In form letter responses being sent to Council of Canadians activists and allies, Global Affairs Canada (Trudeau’s department of foreign affairs and international trade) says:


“Our government supports free trade – it will help to open markets to Canadian goods and services, grow Canadian businesses, create good-paying jobs, and provide choice to Canadian consumers.”

(And yet a study by Tufts University found that the TPP will cost Canada 58,000 jobs and increase income inequality. An EKOS poll in October 2015 found that 61 per cent of Canadians believe the TPP will mean job losses in Canada, with just 24 per cent disagreeing with that statement.)


“With respect to Investor-State Dispute Settlement (ISDS), the TPP will not impair the ability of Canada or its partners to regulate and legislate in areas such as the environment, culture, safety, health and conservation. Our experience under the NAFTA demonstrates that neither our investment protection rules nor the ISDS mechanism constrain any level of government from regulating in the public interest.”

(And yet Canada has been subject to 35+ NAFTA investor-state claims since the deal came into force on Jan. 1, 1994. Sixty three per cent of those claims have involved challenges to environmental protection or resource management measures.)


“Regarding drug patents, the TPP affirms the World Trade Organization Doha Declaration on the TRIPS (Trade-Related Aspects of Intellectual Property Rights) Agreement and Public Health to ensure access to life-saving medicines in public health emergencies.”

(And yet the TPP establishes for highly-profitable transnational pharmaceutical corporations a five-year minimum period of exclusive rights to sell expensive life-saving bioligics. In her comments on the TPP, the director-general of the World Health Organization has stated, “If these agreements open trade yet close the door to affordable medicines we have to ask the question: is this really progress at all.”)

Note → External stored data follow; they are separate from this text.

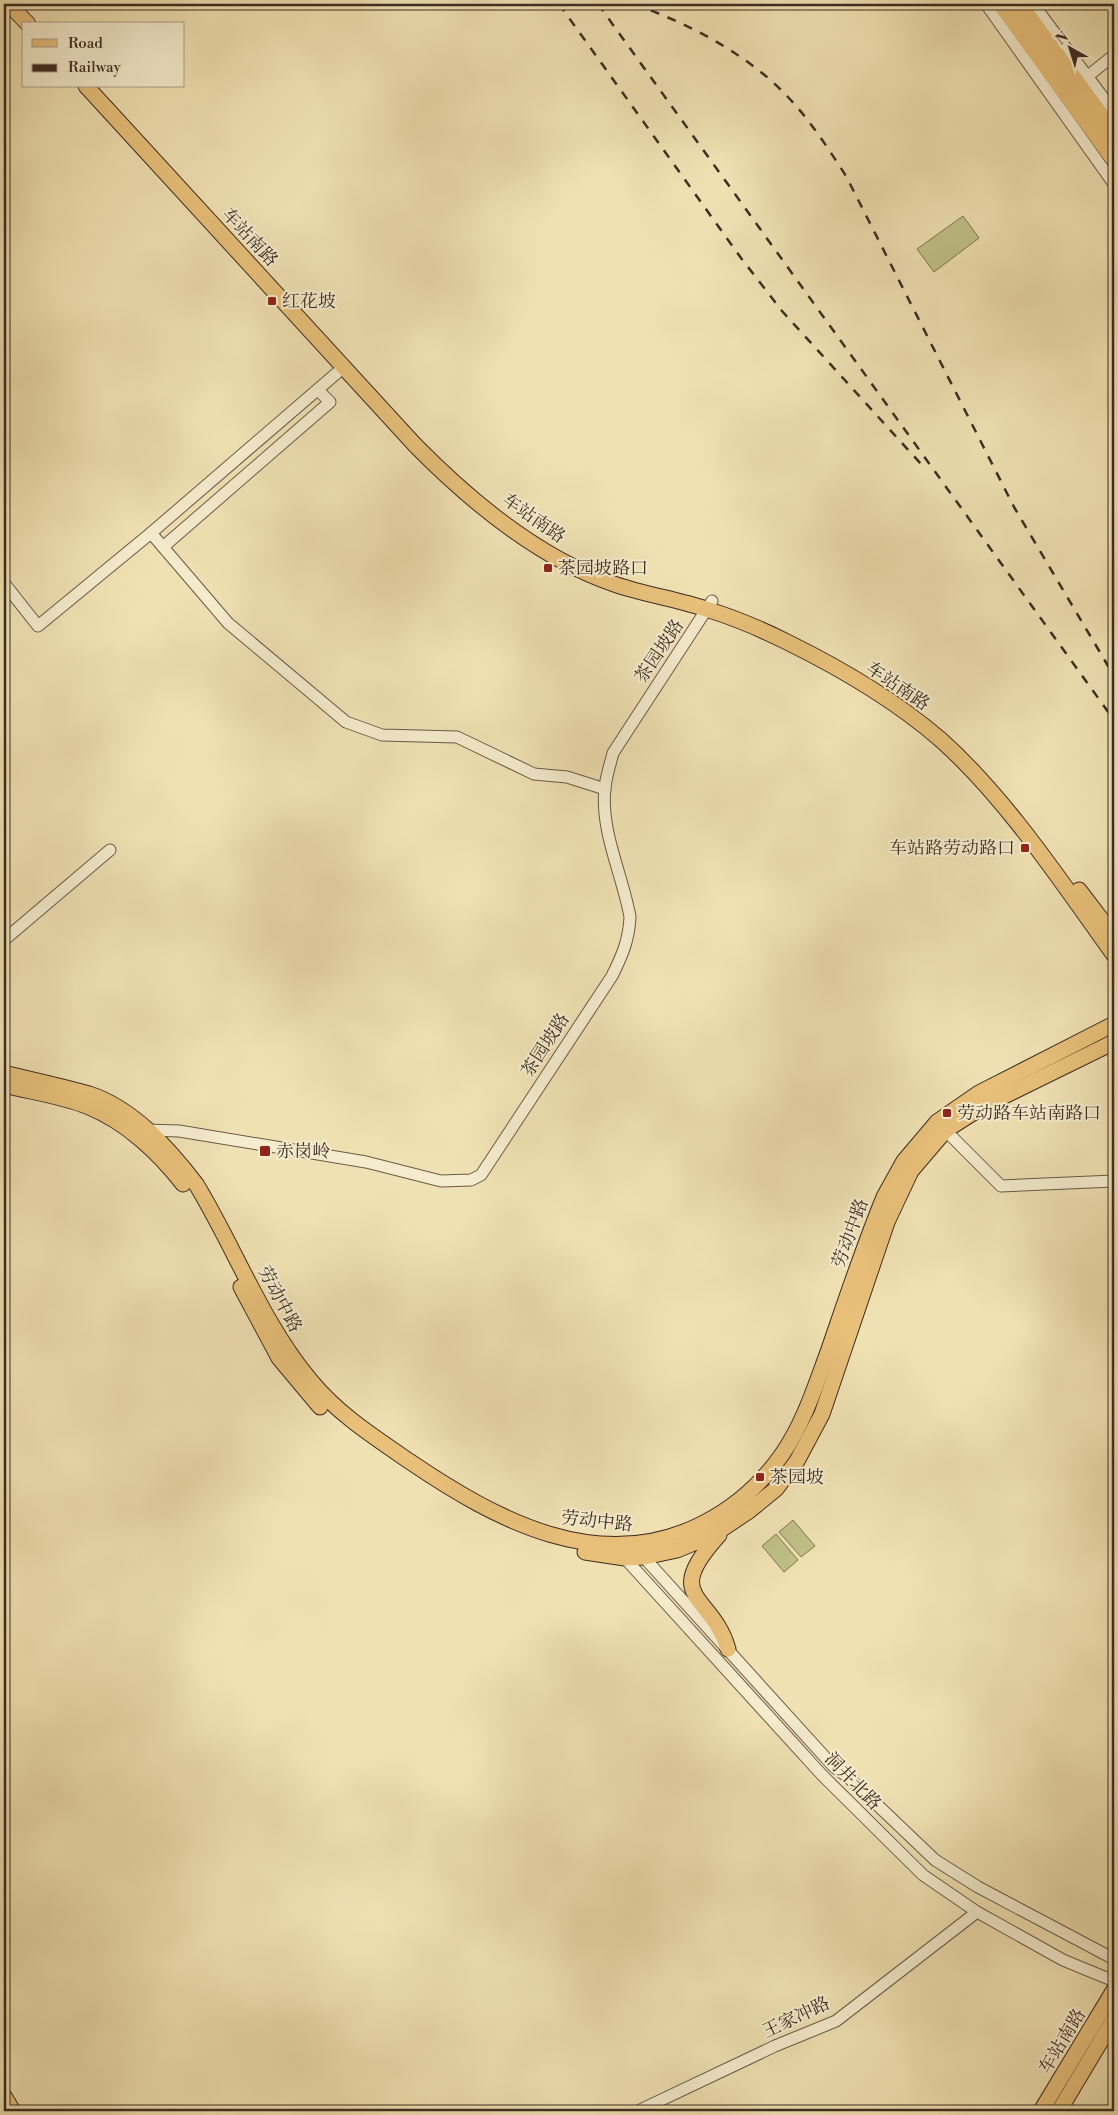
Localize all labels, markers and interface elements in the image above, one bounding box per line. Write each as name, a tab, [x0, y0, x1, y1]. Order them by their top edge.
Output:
legend	[22, 22, 185, 88]
north arrow	[1046, 22, 1096, 72]
text: N	[1052, 28, 1072, 49]
text: Road	[68, 34, 103, 53]
text: Railway	[68, 58, 122, 77]
street label: 车站南路	[217, 203, 283, 272]
place label: 红花坡	[282, 290, 336, 313]
marker: 红花坡	[266, 295, 278, 307]
street label: 车站南路	[498, 488, 570, 548]
place label: 茶园坡路口	[558, 557, 648, 580]
marker: 茶园坡路口	[542, 562, 554, 574]
street label: 茶园坡路	[630, 615, 689, 688]
street label: 车站南路	[861, 657, 934, 716]
place label: 车站路劳动路口	[889, 837, 1015, 860]
marker: 车站路劳动路口	[1019, 842, 1031, 854]
street label: 茶园坡路	[516, 1009, 575, 1082]
place label: 劳动路车站南路口	[957, 1102, 1101, 1125]
marker: 劳动路车站南路口	[941, 1107, 953, 1119]
place label: 赤岗岭	[276, 1140, 330, 1163]
marker: 赤岗岭	[258, 1144, 272, 1158]
street label: 劳动中路	[827, 1195, 874, 1271]
street label: 劳动中路	[253, 1262, 307, 1336]
place label: 茶园坡	[770, 1466, 824, 1489]
marker: 茶园坡	[754, 1471, 766, 1483]
street label: 劳动中路	[560, 1506, 634, 1537]
street label: 洞井北路	[819, 1747, 886, 1815]
street label: 王家冲路	[759, 1992, 834, 2043]
street label: 车站南路	[1034, 2004, 1091, 2078]

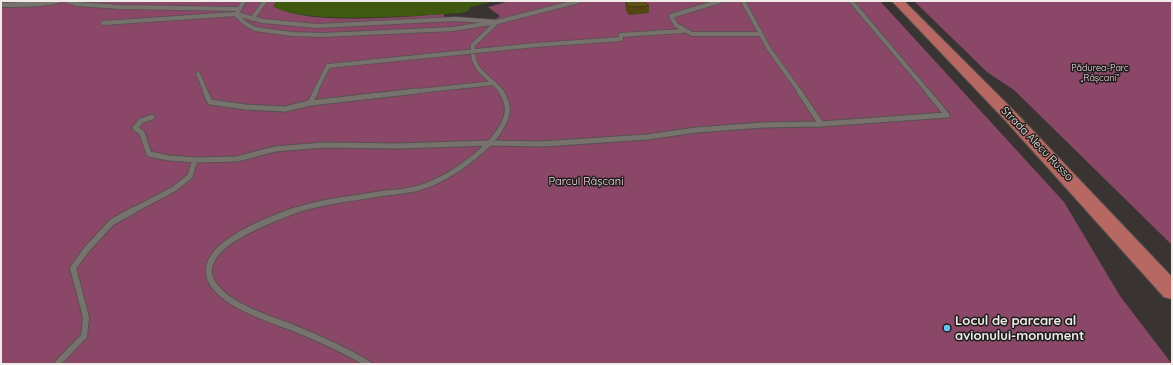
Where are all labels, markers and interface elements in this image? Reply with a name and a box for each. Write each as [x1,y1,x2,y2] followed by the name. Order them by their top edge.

“With regards to bovine growth hormone (rBST), Health Canada has determined, in 1999, that rBST does not pose a health risk to humans. There is no scientific basis for restricting trade in milk or dairy products from trading partners that have approved rBST. …All food products, both domestic and imported, must meet Canada’s robust health and safety regulation.”

(And yet it’s illegal in Canada to administer BGH to cows to boost their milk production, whereas in the United States there is no such restriction. The TPP opens up 3.25 per cent of the Canadian dairy market to milk imports that could be tainted with BGH. There is no plan to separate or label this milk. An Environics poll in July 2015 found that 87 per cent of Canadians were either very or somewhat concerned about the TPP lowering Canadian food safety and quality standards.)

If the Trudeau government were holding a genuine public consultation on the TPP, there would be the sense that our comments are being heard (not disregarded as is clearly happening with the responses from Global Affairs Canada), that our input might result in some changes to the deal (the government has said the deal cannot be changed, it’s a yes or no proposition), and that the government would be transparent in telling us the overall balance of the comments they have been receiving (they’ve only stated “many feel the TPP presents significant opportunities, while others have concerns”).

In your emails you might directly ask:

  • Do you accept the findings of the Tufts University study that says the TPP will cost 58,000 jobs and increase income inequality in Canada?

  • How would the ISDS provision in the TPP prevent an investor-state challenge similar to the one launched by a US company under NAFTA against Quebec’s moratorium on fracking under the St. Lawrence River?

  • How do you respond to the World Health Organization director-general’s concerns about extended patents for drug companies?

  • Will BGH-tainted milk entering Canada be labelled?

  • How many emails have you received in total, how many have expressed concerns about the TPP?